Qinghe Han2, Qinghai Yuan2 and Guanghong Xie1

1College of Veterinary Medicine, Jilin University, Changchun 130062, China

2The Second Hospital of Jilin University, Changchun 130000, China

Correspondence to:

Guanghong Xie, email: Xiegh@jlu.edu.cn

Keywords: 6-Shogaol, LPS, PPAR-γ, BV2 microglia

Received: November 08, 2016     Accepted: March 01, 2017     Published: March 30, 2017

ABSTRACT

6-Shogaol, a pungent agent isolated from Zingiber officinale Roscoe, has been known to have anti-tumor and anti-inflammatory effects. However, the anti-inflammatory effects and biological mechanism of 6-Shogaol in LPS-activated BV2 microglia remains largely unknown.
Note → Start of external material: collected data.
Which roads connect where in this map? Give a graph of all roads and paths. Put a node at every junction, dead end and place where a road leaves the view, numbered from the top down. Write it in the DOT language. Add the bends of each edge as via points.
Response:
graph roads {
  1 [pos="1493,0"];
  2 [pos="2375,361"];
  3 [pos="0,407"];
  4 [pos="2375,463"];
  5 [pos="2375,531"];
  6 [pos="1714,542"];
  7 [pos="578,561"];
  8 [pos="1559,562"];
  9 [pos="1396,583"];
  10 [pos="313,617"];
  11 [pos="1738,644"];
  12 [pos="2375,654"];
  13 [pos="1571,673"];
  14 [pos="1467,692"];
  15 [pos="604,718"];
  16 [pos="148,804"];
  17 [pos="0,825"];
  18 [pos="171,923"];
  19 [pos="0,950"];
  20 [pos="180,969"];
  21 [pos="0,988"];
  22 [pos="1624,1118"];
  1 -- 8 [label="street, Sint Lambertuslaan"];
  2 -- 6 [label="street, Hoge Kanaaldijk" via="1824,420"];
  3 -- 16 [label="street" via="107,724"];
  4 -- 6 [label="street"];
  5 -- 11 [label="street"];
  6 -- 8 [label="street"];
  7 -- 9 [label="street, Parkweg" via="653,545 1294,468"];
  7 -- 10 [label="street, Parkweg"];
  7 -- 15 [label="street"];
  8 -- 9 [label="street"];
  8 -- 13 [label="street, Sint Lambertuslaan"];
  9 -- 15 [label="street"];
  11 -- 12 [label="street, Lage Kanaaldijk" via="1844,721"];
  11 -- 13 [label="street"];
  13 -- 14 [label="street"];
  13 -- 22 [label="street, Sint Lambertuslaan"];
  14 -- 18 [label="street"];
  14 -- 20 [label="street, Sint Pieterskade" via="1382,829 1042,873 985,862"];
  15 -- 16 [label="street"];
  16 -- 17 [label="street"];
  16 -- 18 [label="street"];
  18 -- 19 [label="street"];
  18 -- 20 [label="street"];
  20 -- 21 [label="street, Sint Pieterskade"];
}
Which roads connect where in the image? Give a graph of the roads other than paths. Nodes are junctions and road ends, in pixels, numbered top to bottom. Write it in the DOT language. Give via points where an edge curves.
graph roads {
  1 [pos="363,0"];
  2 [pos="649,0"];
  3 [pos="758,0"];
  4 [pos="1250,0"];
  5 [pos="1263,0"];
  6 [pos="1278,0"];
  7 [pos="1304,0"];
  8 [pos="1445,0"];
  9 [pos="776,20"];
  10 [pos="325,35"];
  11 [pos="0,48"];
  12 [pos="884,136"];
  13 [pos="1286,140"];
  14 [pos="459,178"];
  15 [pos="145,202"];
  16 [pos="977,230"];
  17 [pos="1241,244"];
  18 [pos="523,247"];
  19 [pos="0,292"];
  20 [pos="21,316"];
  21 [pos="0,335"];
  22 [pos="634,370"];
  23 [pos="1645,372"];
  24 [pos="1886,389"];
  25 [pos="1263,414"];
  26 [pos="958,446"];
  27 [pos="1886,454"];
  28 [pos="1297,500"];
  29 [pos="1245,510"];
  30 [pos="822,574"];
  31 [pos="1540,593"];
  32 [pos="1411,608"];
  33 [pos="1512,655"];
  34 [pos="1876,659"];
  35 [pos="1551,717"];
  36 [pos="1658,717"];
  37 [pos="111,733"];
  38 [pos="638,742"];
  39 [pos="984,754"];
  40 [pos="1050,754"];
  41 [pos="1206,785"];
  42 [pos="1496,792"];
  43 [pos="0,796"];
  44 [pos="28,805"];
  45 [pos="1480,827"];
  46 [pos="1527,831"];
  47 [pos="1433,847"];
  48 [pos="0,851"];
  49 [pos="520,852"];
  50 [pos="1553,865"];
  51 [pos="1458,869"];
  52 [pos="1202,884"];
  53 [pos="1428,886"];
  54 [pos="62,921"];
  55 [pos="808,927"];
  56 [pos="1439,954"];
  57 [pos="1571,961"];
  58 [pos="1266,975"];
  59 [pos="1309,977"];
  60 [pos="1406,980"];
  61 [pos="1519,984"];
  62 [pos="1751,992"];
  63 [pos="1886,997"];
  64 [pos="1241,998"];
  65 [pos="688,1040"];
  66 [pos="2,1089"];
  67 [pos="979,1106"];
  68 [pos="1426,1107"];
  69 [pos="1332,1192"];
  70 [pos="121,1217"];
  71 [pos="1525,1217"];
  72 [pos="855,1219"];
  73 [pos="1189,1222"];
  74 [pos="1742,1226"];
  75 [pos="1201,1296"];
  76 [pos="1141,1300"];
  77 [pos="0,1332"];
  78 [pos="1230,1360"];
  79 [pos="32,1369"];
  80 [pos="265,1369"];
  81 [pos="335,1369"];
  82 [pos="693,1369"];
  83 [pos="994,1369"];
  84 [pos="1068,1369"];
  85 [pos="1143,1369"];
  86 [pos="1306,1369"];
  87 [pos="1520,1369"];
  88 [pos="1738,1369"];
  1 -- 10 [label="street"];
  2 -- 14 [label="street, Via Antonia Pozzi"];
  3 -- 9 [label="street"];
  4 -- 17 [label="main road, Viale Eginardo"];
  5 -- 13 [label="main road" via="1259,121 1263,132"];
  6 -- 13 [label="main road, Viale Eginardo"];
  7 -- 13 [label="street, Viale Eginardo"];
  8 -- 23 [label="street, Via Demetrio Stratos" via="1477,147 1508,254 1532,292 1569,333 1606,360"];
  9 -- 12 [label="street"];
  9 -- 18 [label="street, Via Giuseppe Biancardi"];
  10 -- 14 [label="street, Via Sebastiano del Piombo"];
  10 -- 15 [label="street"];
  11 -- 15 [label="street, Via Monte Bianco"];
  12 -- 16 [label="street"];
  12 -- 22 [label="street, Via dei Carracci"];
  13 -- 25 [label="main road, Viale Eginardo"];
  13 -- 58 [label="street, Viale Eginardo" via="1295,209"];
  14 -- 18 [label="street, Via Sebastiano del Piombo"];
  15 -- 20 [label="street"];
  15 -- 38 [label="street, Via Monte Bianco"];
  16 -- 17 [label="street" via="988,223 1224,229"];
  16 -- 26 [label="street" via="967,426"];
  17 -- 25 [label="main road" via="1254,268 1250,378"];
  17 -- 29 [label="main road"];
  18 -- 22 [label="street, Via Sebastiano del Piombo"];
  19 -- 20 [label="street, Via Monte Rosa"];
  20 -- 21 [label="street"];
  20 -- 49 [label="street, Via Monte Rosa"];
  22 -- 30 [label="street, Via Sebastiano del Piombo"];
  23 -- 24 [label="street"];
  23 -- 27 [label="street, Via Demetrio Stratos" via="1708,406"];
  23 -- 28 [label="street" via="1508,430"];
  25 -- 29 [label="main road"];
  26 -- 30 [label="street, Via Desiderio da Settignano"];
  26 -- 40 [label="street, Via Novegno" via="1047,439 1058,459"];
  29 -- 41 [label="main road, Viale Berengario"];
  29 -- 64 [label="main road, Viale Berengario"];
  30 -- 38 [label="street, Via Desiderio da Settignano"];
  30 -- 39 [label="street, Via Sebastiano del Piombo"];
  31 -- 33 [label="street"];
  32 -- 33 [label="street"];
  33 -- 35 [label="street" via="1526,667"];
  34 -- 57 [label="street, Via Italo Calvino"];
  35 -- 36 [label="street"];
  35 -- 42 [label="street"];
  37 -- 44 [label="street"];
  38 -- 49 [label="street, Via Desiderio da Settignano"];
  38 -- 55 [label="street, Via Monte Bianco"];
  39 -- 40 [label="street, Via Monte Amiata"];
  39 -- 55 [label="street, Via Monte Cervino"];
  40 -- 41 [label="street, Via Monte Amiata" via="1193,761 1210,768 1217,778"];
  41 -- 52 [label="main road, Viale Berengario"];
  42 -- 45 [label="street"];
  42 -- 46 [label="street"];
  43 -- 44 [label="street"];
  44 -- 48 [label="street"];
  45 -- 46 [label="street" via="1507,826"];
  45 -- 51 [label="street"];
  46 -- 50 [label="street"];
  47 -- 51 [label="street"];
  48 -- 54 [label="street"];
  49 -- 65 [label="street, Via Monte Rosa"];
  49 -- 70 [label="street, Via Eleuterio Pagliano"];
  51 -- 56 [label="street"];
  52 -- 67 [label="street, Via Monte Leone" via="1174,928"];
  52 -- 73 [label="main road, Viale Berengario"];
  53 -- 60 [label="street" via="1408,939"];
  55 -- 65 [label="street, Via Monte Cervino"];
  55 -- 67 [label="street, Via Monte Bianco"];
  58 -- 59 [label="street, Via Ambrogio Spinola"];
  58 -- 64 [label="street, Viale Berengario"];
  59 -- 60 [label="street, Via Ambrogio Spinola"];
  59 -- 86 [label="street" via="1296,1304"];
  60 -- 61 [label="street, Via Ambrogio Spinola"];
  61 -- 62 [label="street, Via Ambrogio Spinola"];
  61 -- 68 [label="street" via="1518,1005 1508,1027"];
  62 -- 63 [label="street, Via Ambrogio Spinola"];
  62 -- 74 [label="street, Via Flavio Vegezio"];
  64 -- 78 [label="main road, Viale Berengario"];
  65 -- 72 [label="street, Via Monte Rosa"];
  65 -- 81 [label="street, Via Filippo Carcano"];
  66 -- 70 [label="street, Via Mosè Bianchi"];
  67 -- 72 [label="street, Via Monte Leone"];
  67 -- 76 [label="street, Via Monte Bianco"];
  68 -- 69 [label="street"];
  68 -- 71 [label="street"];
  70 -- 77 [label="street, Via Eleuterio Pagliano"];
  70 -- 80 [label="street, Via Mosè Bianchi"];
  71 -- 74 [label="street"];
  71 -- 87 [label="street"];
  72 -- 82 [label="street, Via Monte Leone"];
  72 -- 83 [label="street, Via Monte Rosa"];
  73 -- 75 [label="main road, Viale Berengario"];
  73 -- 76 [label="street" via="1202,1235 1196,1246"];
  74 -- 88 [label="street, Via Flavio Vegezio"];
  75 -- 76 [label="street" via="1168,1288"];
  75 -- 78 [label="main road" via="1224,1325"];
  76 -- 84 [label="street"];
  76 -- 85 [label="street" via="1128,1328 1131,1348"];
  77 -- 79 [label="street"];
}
In this study, we evaluated the anti-inflammatory effects of 6-Shogaol in LPS-activated BV2 microglia. 6-Shogaol was administrated 1 h before LPS treatment. The production of inflammatory mediators were detected by ELISA. The expression of NF-κB and PPAR-γ were detected by western blot analysis. Our results revealed that 6-Shogaol inhibited LPS-induced TNF-α, IL-1β, IL-6, and PGE2 production in a concentration dependent manner. Furthermore, 6-Shogaol inhibited LPS-induced NF-κB activation by inhibiting phosphorylation and nuclear translocation of NF-κB p65. In addition, 6-Shogaol could increase the expression of PPAR-γ. Moreover, inhibition of PPAR-γ by GW9662 could prevent the inhibition of 6-Shogaol on LPS-induced inflammatory mediator production. In conclusion, 6-Shogaol inhibits LPS-induced inflammation by activating PPAR-γ.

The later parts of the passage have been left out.